Business Report

Youth Day: Are we celebrating a lie?

Opinion

Adri Senekal de Wet|Published

In the first quarter of this year, more than 62% of young people aged 15 to 24 were unemployed. That’s not a statistic, it’s a scream.

Image: Ron Lach/Pexels

ON Monday, South Africa will once again light candles, wave flags, and sing tributes in honour of the young people who stood fearlessly against apartheid during the 1976 Soweto Uprising.

There will be speeches, ceremonies, and commemorations. Youth Day, we are told, is a celebration of progress and promise. But as we stand in 2025, I ask: What exactly are we celebrating?

For millions of young South Africans, this country has become a place of despair. Not dignity. Of betrayal. Not an opportunity. And this Youth Day, I cannot pretend otherwise.

Let’s confront the truth: South Africa’s youth have been abandoned by their government.

In the first quarter of this year, more than 62% of young people aged 15 to 24 were unemployed. That’s not a statistic, it’s a scream. That’s two out of every three young people without a job, without experience, and a future. If we widen the bracket to include youth up to 34 years old, unemployment still hovers at a crushing 46.1%.

Think about that. Nearly half of our nation’s potential, our energy, innovation, and hope, is sitting idle, humiliated, anxious, and excluded. We are raising a generation who are being taught by this economy and this government that they are disposable.

The youth of 2025 are facing several challenges, from high employent rates to substance abuse.

Image: File

No amount of Youth Day posters can cover that up.

While our politicians prepare Youth Day speeches, our most vulnerable children continue to be raped, abused, sold, and discarded in the shadows of our poorest communities.

Last year alone, more than 26 000 cases of child abuse were reported, a horrifying number, and likely an undercount. Nearly 10 000 sexual abuse cases were formally registered. These are not distant crimes. They are happening daily in communities where police don’t arrive, social workers are overwhelmed, and shelters are full or non-existent.

And yet the state fails to respond. Fails to protect. Fails to act.

One in three children in South Africa has experienced sexual abuse. One in three! How can we call ourselves a nation in honour of the youth when we cannot even guarantee their safety in their own homes, schools, and communities?

In too many schools, classrooms are overflowing, not with opportunity, but with chaos.

In Cosmo City, Grade I learners are crammed — 87 to a single class. In some rural and township schools, that number balloons to more than 100 learners per teacher. Imagine trying to teach a class like that. Imagine trying to learn in it.

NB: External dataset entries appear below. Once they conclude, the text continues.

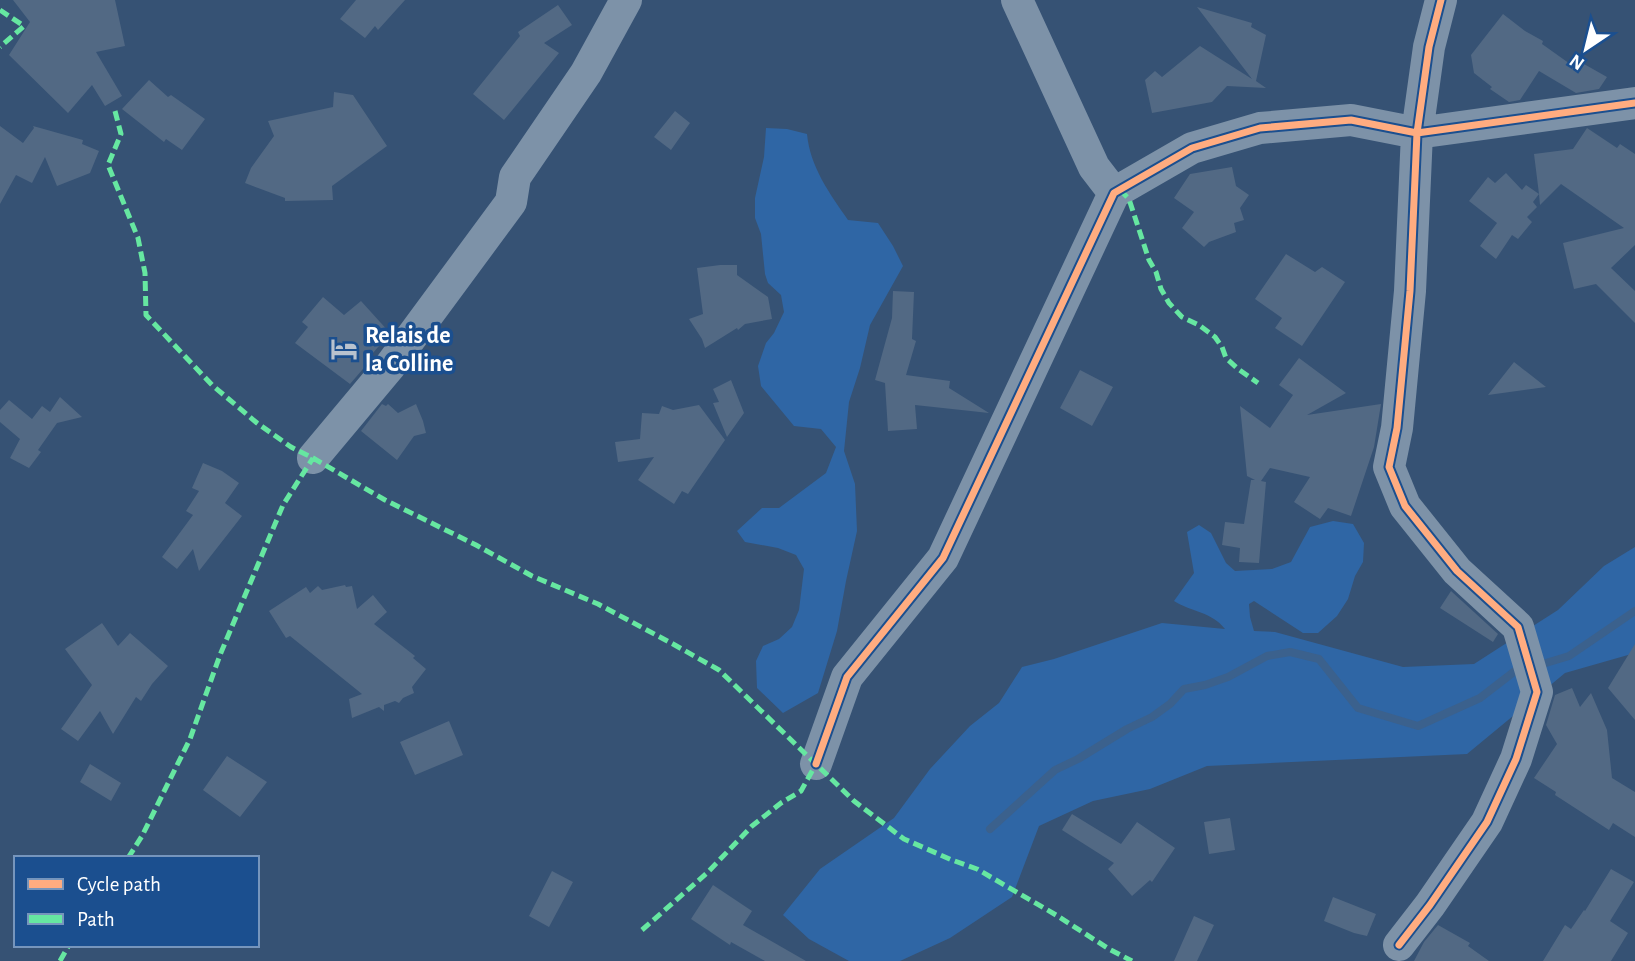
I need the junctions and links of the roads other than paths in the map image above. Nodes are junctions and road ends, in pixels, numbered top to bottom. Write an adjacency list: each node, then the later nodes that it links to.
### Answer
1 (626, 0): 7 (street)
2 (1017, 0): 6 (street)
3 (1441, 0): 5 (street)
4 (1635, 103): 5 (street)
5 (1417, 133): 6 (street); 9 (street)
6 (1114, 193): 8 (street)
7 (313, 457)
8 (816, 764)
9 (1399, 945)

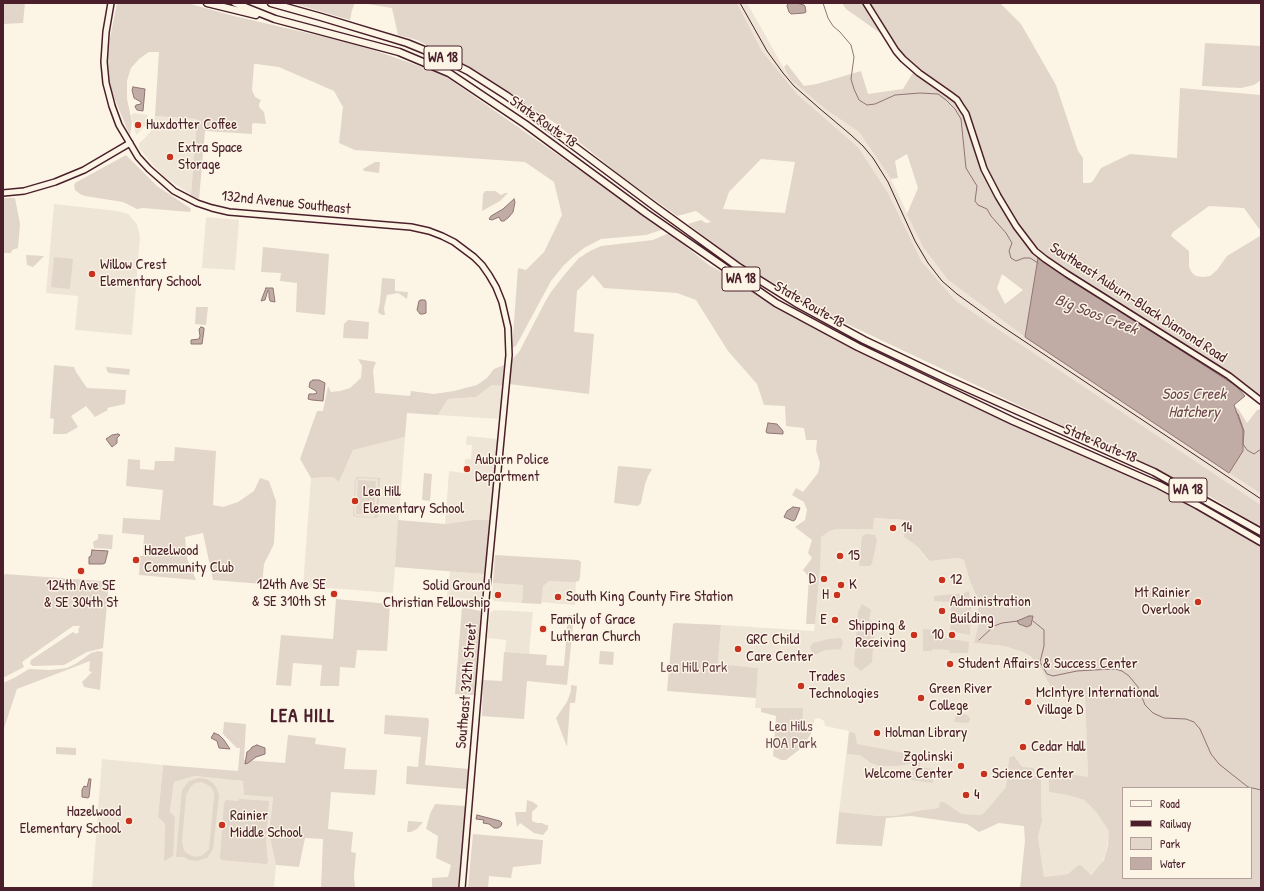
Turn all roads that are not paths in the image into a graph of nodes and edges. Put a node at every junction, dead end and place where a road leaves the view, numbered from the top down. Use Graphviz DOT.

Our teachers are burning out. Exhausted, unsupported, and underpaid. Many haven’t seen an increase in resources or staffing in years. And still, they show up. Still, they try to teach.

But passion cannot substitute for policy. And commitment cannot cover for collapse.

We say Youth Day honours the brave young souls of 1976. But we disrespect their memory when we allow a new generation to suffer in silence. The youth of 1976 demanded quality education, dignity, and a future. Today, their grandchildren inherit broken schools, unsafe communities, and a job market that has no space for them.

So what are we celebrating?

Are we honouring the lives of those who died in Soweto by ignoring the cries of a raped child in Delft? Are we waving flags in memory of Hector Pieterson while teachers collapse from fatigue in overcrowded classrooms? Are we really singing about progress while over half of our youth cannot find a job?

Let us not insult the past with false celebrations.

If our leaders truly care about the youth, then Monday must be a moment of reckoning, not rhetoric. We demand:

  • Immediate and sustained investment in education infrastructure. No child should learn in a class of 100.
  • A fully funded national child protection strategy. With real social workers. Real shelters. Real intervention.
  • Youth employment policies that create meaningful, long-term work. Not just short-term stipends, but real economic inclusion.
  • And above all, we demand political will — the kind of courage our youth showed in 1976, to confront and fix the systems that are failing our young people every single day.

I will not celebrate Youth Day this year. I will mourn it. I will stand in solidarity with every young person who goes to sleep hungry, violated, unseen. I will remember the children who were brave enough to rise in 1976, and I will ask, what would they think of us now?

To South Africa’s youth: We see you. We hear you. You are not forgotten. But you have been failed. Now is the time to stop pretending. The truth is hard, but it must be told.

We owe you more than a public holiday. We owe you a future.

* Adri Senekal de Wet is the editor-in-chief of Independent Media.